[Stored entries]
========================
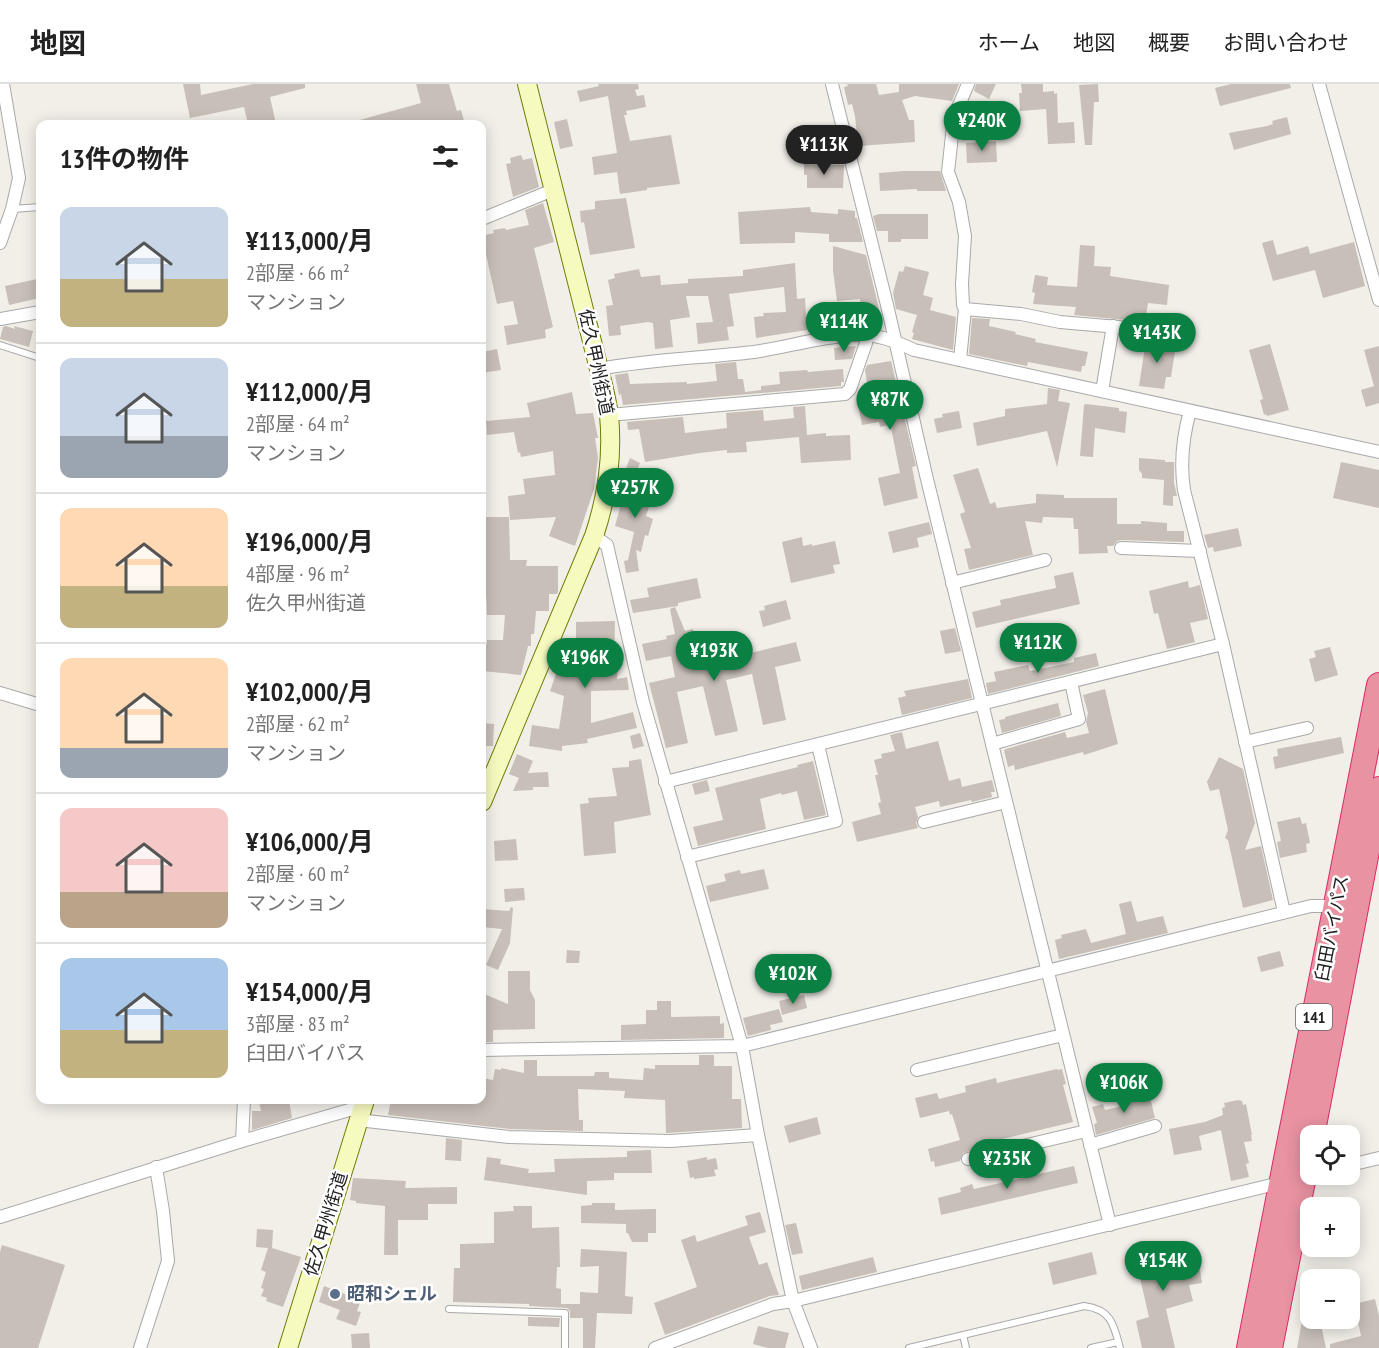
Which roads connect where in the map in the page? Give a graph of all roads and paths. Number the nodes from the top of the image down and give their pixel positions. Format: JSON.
{"nodes":[{"id":1,"x":3,"y":84,"type":"edge"},
{"id":2,"x":526,"y":84,"type":"edge"},
{"id":3,"x":832,"y":84,"type":"edge"},
{"id":4,"x":968,"y":84,"type":"edge"},
{"id":5,"x":1319,"y":84,"type":"edge"},
{"id":6,"x":553,"y":190,"type":"junction"},
{"id":7,"x":36,"y":207,"type":"edge"},
{"id":8,"x":12,"y":208,"type":"junction"},
{"id":9,"x":486,"y":217,"type":"edge"},
{"id":10,"x":0,"y":243,"type":"edge"},
{"id":11,"x":1379,"y":300,"type":"edge"},
{"id":12,"x":965,"y":309,"type":"junction"},
{"id":13,"x":36,"y":313,"type":"edge"},
{"id":14,"x":0,"y":319,"type":"edge"},
{"id":15,"x":1113,"y":326,"type":"junction"},
{"id":16,"x":1141,"y":329,"type":"dead end"},
{"id":17,"x":867,"y":335,"type":"junction"},
{"id":18,"x":895,"y":341,"type":"junction"},
{"id":19,"x":0,"y":345,"type":"edge"},
{"id":20,"x":36,"y":357,"type":"edge"},
{"id":21,"x":960,"y":360,"type":"junction"},
{"id":22,"x":599,"y":369,"type":"junction"},
{"id":23,"x":1102,"y":391,"type":"junction"},
{"id":24,"x":1190,"y":411,"type":"junction"},
{"id":25,"x":609,"y":415,"type":"junction"},
{"id":26,"x":1379,"y":452,"type":"edge"},
{"id":27,"x":594,"y":536,"type":"junction"},
{"id":28,"x":1121,"y":548,"type":"dead end"},
{"id":29,"x":1200,"y":551,"type":"junction"},
{"id":30,"x":1045,"y":560,"type":"dead end"},
{"id":31,"x":952,"y":583,"type":"junction"},
{"id":32,"x":1223,"y":644,"type":"junction"},
{"id":33,"x":1071,"y":682,"type":"junction"},
{"id":34,"x":1379,"y":685,"type":"edge"},
{"id":35,"x":0,"y":693,"type":"edge"},
{"id":36,"x":36,"y":704,"type":"edge"},
{"id":37,"x":982,"y":705,"type":"junction"},
{"id":38,"x":1307,"y":728,"type":"dead end"},
{"id":39,"x":1245,"y":742,"type":"junction"},
{"id":40,"x":992,"y":744,"type":"junction"},
{"id":41,"x":818,"y":745,"type":"junction"},
{"id":42,"x":487,"y":774,"type":"edge"},
{"id":43,"x":665,"y":783,"type":"junction"},
{"id":44,"x":1379,"y":789,"type":"edge"},
{"id":45,"x":1006,"y":802,"type":"junction"},
{"id":46,"x":924,"y":822,"type":"dead end"},
{"id":47,"x":687,"y":857,"type":"junction"},
{"id":48,"x":1336,"y":906,"type":"junction"},
{"id":49,"x":1284,"y":912,"type":"junction"},
{"id":50,"x":1047,"y":971,"type":"junction"},
{"id":51,"x":1063,"y":1035,"type":"junction"},
{"id":52,"x":742,"y":1046,"type":"junction"},
{"id":53,"x":486,"y":1050,"type":"edge"},
{"id":54,"x":917,"y":1070,"type":"dead end"},
{"id":55,"x":244,"y":1104,"type":"edge"},
{"id":56,"x":362,"y":1108,"type":"edge"},
{"id":57,"x":1314,"y":1125,"type":"edge"},
{"id":58,"x":1155,"y":1126,"type":"dead end"},
{"id":59,"x":1086,"y":1131,"type":"junction"},
{"id":60,"x":758,"y":1135,"type":"junction"},
{"id":61,"x":242,"y":1141,"type":"junction"},
{"id":62,"x":1089,"y":1145,"type":"junction"},
{"id":63,"x":1379,"y":1158,"type":"edge"},
{"id":64,"x":968,"y":1159,"type":"dead end"},
{"id":65,"x":1360,"y":1163,"type":"edge"},
{"id":66,"x":156,"y":1167,"type":"junction"},
{"id":67,"x":1300,"y":1178,"type":"edge"},
{"id":68,"x":1280,"y":1183,"type":"junction"},
{"id":69,"x":1307,"y":1185,"type":"edge"},
{"id":70,"x":0,"y":1217,"type":"edge"},
{"id":71,"x":1110,"y":1226,"type":"junction"},
{"id":72,"x":793,"y":1301,"type":"junction"},
{"id":73,"x":449,"y":1309,"type":"dead end"},
{"id":74,"x":963,"y":1335,"type":"junction"},
{"id":75,"x":1119,"y":1345,"type":"edge"},
{"id":76,"x":140,"y":1348,"type":"edge"},
{"id":77,"x":288,"y":1348,"type":"edge"},
{"id":78,"x":565,"y":1348,"type":"edge"},
{"id":79,"x":655,"y":1348,"type":"edge"},
{"id":80,"x":811,"y":1348,"type":"edge"},
{"id":81,"x":909,"y":1348,"type":"edge"},
{"id":82,"x":966,"y":1348,"type":"edge"},
{"id":83,"x":1091,"y":1348,"type":"edge"},
{"id":84,"x":1249,"y":1348,"type":"edge"},
{"id":85,"x":1270,"y":1348,"type":"edge"}],
"edges":[{"from":1,"to":8,"type":"street"},
{"from":2,"to":6,"type":"street","name":"佐久甲州街道"},
{"from":3,"to":18,"type":"street"},
{"from":4,"to":12,"type":"street"},
{"from":5,"to":11,"type":"street"},
{"from":6,"to":9,"type":"street"},
{"from":6,"to":22,"type":"street","name":"佐久甲州街道"},
{"from":7,"to":8,"type":"lane"},
{"from":8,"to":10,"type":"street"},
{"from":12,"to":15,"type":"street"},
{"from":12,"to":21,"type":"street"},
{"from":13,"to":14,"type":"street"},
{"from":15,"to":16,"type":"street"},
{"from":15,"to":23,"type":"street"},
{"from":17,"to":18,"type":"street"},
{"from":17,"to":22,"type":"street"},
{"from":17,"to":25,"type":"street"},
{"from":18,"to":21,"type":"street"},
{"from":18,"to":31,"type":"street"},
{"from":19,"to":20,"type":"lane"},
{"from":21,"to":23,"type":"street"},
{"from":22,"to":25,"type":"street","name":"佐久甲州街道"},
{"from":23,"to":24,"type":"street"},
{"from":24,"to":26,"type":"street"},
{"from":24,"to":29,"type":"street"},
{"from":25,"to":27,"type":"street","name":"佐久甲州街道"},
{"from":27,"to":42,"type":"street","name":"佐久甲州街道"},
{"from":27,"to":43,"type":"street"},
{"from":28,"to":29,"type":"street"},
{"from":29,"to":32,"type":"street"},
{"from":30,"to":31,"type":"street"},
{"from":31,"to":37,"type":"street"},
{"from":32,"to":33,"type":"street"},
{"from":32,"to":39,"type":"street"},
{"from":33,"to":37,"type":"street"},
{"from":33,"to":40,"type":"street"},
{"from":34,"to":48,"type":"highway","name":"臼田バイパス","number":"141"},
{"from":35,"to":36,"type":"street"},
{"from":37,"to":40,"type":"street"},
{"from":37,"to":41,"type":"street"},
{"from":38,"to":39,"type":"street"},
{"from":39,"to":49,"type":"street"},
{"from":40,"to":45,"type":"street"},
{"from":41,"to":43,"type":"street"},
{"from":41,"to":47,"type":"street"},
{"from":43,"to":47,"type":"street"},
{"from":44,"to":57,"type":"highway","name":"臼田バイパス","number":"141"},
{"from":45,"to":46,"type":"street"},
{"from":45,"to":50,"type":"street"},
{"from":47,"to":52,"type":"street"},
{"from":48,"to":49,"type":"street"},
{"from":48,"to":68,"type":"highway","name":"臼田バイパス","number":"141"},
{"from":49,"to":50,"type":"street"},
{"from":50,"to":51,"type":"street"},
{"from":50,"to":52,"type":"street"},
{"from":51,"to":54,"type":"street"},
{"from":51,"to":59,"type":"street"},
{"from":52,"to":53,"type":"street"},
{"from":52,"to":60,"type":"street"},
{"from":55,"to":61,"type":"street"},
{"from":56,"to":60,"type":"street"},
{"from":56,"to":61,"type":"street"},
{"from":56,"to":77,"type":"street","name":"佐久甲州街道"},
{"from":58,"to":62,"type":"street"},
{"from":59,"to":62,"type":"street"},
{"from":59,"to":64,"type":"street"},
{"from":60,"to":72,"type":"street"},
{"from":61,"to":66,"type":"street"},
{"from":62,"to":71,"type":"street"},
{"from":63,"to":65,"type":"street"},
{"from":66,"to":70,"type":"street"},
{"from":66,"to":76,"type":"street"},
{"from":67,"to":68,"type":"street"},
{"from":68,"to":71,"type":"street"},
{"from":68,"to":84,"type":"highway","name":"臼田バイパス","number":"141"},
{"from":69,"to":85,"type":"highway"},
{"from":71,"to":72,"type":"street"},
{"from":72,"to":79,"type":"street"},
{"from":72,"to":80,"type":"street"},
{"from":73,"to":78,"type":"lane"},
{"from":74,"to":75,"type":"lane"},
{"from":74,"to":81,"type":"lane"},
{"from":74,"to":82,"type":"lane"},
{"from":75,"to":83,"type":"lane"}]}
========================
#### [WORK TASK]
Retrieve each line from the records above where the word "highway" occurs.

#### [RESPONSE]
{"from":34,"to":48,"type":"highway","name":"臼田バイパス","number":"141"},
{"from":44,"to":57,"type":"highway","name":"臼田バイパス","number":"141"},
{"from":48,"to":68,"type":"highway","name":"臼田バイパス","number":"141"},
{"from":68,"to":84,"type":"highway","name":"臼田バイパス","number":"141"},
{"from":69,"to":85,"type":"highway"},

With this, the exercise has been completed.